### GIVEN RECORDS
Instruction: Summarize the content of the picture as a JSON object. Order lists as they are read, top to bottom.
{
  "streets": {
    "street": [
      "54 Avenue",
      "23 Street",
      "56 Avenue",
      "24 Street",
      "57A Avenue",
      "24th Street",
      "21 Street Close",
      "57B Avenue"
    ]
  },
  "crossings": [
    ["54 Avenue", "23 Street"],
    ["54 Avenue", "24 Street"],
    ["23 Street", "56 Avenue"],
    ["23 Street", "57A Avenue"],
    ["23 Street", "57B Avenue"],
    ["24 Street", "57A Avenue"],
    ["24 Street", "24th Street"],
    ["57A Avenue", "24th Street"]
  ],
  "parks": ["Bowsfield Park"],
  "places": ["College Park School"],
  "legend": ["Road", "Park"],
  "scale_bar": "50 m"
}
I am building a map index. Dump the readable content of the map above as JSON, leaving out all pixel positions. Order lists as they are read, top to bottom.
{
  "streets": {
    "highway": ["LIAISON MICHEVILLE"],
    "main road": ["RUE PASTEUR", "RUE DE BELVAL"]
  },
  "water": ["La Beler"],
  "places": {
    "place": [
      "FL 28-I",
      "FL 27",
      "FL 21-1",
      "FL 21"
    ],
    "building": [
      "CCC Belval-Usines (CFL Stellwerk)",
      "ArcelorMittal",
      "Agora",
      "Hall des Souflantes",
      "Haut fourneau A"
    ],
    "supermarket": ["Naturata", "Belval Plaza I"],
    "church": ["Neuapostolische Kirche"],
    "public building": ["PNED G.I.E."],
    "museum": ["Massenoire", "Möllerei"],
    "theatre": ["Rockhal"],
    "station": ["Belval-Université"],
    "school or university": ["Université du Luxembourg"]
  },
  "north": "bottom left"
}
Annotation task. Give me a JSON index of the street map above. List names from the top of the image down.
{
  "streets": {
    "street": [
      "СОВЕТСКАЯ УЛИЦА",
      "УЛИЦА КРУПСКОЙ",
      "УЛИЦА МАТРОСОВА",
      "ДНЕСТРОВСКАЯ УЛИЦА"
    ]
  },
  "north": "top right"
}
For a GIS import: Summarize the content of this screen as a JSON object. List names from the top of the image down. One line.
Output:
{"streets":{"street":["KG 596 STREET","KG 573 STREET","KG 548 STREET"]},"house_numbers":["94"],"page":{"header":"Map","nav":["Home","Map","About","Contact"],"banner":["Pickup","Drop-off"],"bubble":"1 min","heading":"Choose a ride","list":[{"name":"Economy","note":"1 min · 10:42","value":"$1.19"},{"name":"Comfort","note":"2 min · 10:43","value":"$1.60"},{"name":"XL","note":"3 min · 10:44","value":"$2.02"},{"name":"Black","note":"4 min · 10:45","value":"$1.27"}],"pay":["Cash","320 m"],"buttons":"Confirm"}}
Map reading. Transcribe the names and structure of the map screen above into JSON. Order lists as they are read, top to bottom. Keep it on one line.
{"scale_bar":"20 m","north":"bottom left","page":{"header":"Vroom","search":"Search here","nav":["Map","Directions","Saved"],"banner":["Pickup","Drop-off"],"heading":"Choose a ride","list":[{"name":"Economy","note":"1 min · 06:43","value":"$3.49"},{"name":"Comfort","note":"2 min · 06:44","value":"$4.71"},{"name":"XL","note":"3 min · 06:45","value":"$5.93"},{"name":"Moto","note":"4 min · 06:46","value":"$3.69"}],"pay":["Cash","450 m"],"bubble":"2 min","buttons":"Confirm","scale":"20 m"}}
######
▶ [ABOUT THIS EXERCISE] Write every line of the entries again, word for word.

▶ [EXERCISE RESULT]
Instruction: Summarize the content of the picture as a JSON object. Order lists as they are read, top to bottom.
{
  "streets": {
    "street": [
      "54 Avenue",
      "23 Street",
      "56 Avenue",
      "24 Street",
      "57A Avenue",
      "24th Street",
      "21 Street Close",
      "57B Avenue"
    ]
  },
  "crossings": [
    ["54 Avenue", "23 Street"],
    ["54 Avenue", "24 Street"],
    ["23 Street", "56 Avenue"],
    ["23 Street", "57A Avenue"],
    ["23 Street", "57B Avenue"],
    ["24 Street", "57A Avenue"],
    ["24 Street", "24th Street"],
    ["57A Avenue", "24th Street"]
  ],
  "parks": ["Bowsfield Park"],
  "places": ["College Park School"],
  "legend": ["Road", "Park"],
  "scale_bar": "50 m"
}
I am building a map index. Dump the readable content of the map above as JSON, leaving out all pixel positions. Order lists as they are read, top to bottom.
{
  "streets": {
    "highway": ["LIAISON MICHEVILLE"],
    "main road": ["RUE PASTEUR", "RUE DE BELVAL"]
  },
  "water": ["La Beler"],
  "places": {
    "place": [
      "FL 28-I",
      "FL 27",
      "FL 21-1",
      "FL 21"
    ],
    "building": [
      "CCC Belval-Usines (CFL Stellwerk)",
      "ArcelorMittal",
      "Agora",
      "Hall des Souflantes",
      "Haut fourneau A"
    ],
    "supermarket": ["Naturata", "Belval Plaza I"],
    "church": ["Neuapostolische Kirche"],
    "public building": ["PNED G.I.E."],
    "museum": ["Massenoire", "Möllerei"],
    "theatre": ["Rockhal"],
    "station": ["Belval-Université"],
    "school or university": ["Université du Luxembourg"]
  },
  "north": "bottom left"
}
Annotation task. Give me a JSON index of the street map above. List names from the top of the image down.
{
  "streets": {
    "street": [
      "СОВЕТСКАЯ УЛИЦА",
      "УЛИЦА КРУПСКОЙ",
      "УЛИЦА МАТРОСОВА",
      "ДНЕСТРОВСКАЯ УЛИЦА"
    ]
  },
  "north": "top right"
}
For a GIS import: Summarize the content of this screen as a JSON object. List names from the top of the image down. One line.
Output:
{"streets":{"street":["KG 596 STREET","KG 573 STREET","KG 548 STREET"]},"house_numbers":["94"],"page":{"header":"Map","nav":["Home","Map","About","Contact"],"banner":["Pickup","Drop-off"],"bubble":"1 min","heading":"Choose a ride","list":[{"name":"Economy","note":"1 min · 10:42","value":"$1.19"},{"name":"Comfort","note":"2 min · 10:43","value":"$1.60"},{"name":"XL","note":"3 min · 10:44","value":"$2.02"},{"name":"Black","note":"4 min · 10:45","value":"$1.27"}],"pay":["Cash","320 m"],"buttons":"Confirm"}}
Map reading. Transcribe the names and structure of the map screen above into JSON. Order lists as they are read, top to bottom. Keep it on one line.
{"scale_bar":"20 m","north":"bottom left","page":{"header":"Vroom","search":"Search here","nav":["Map","Directions","Saved"],"banner":["Pickup","Drop-off"],"heading":"Choose a ride","list":[{"name":"Economy","note":"1 min · 06:43","value":"$3.49"},{"name":"Comfort","note":"2 min · 06:44","value":"$4.71"},{"name":"XL","note":"3 min · 06:45","value":"$5.93"},{"name":"Moto","note":"4 min · 06:46","value":"$3.69"}],"pay":["Cash","450 m"],"bubble":"2 min","buttons":"Confirm","scale":"20 m"}}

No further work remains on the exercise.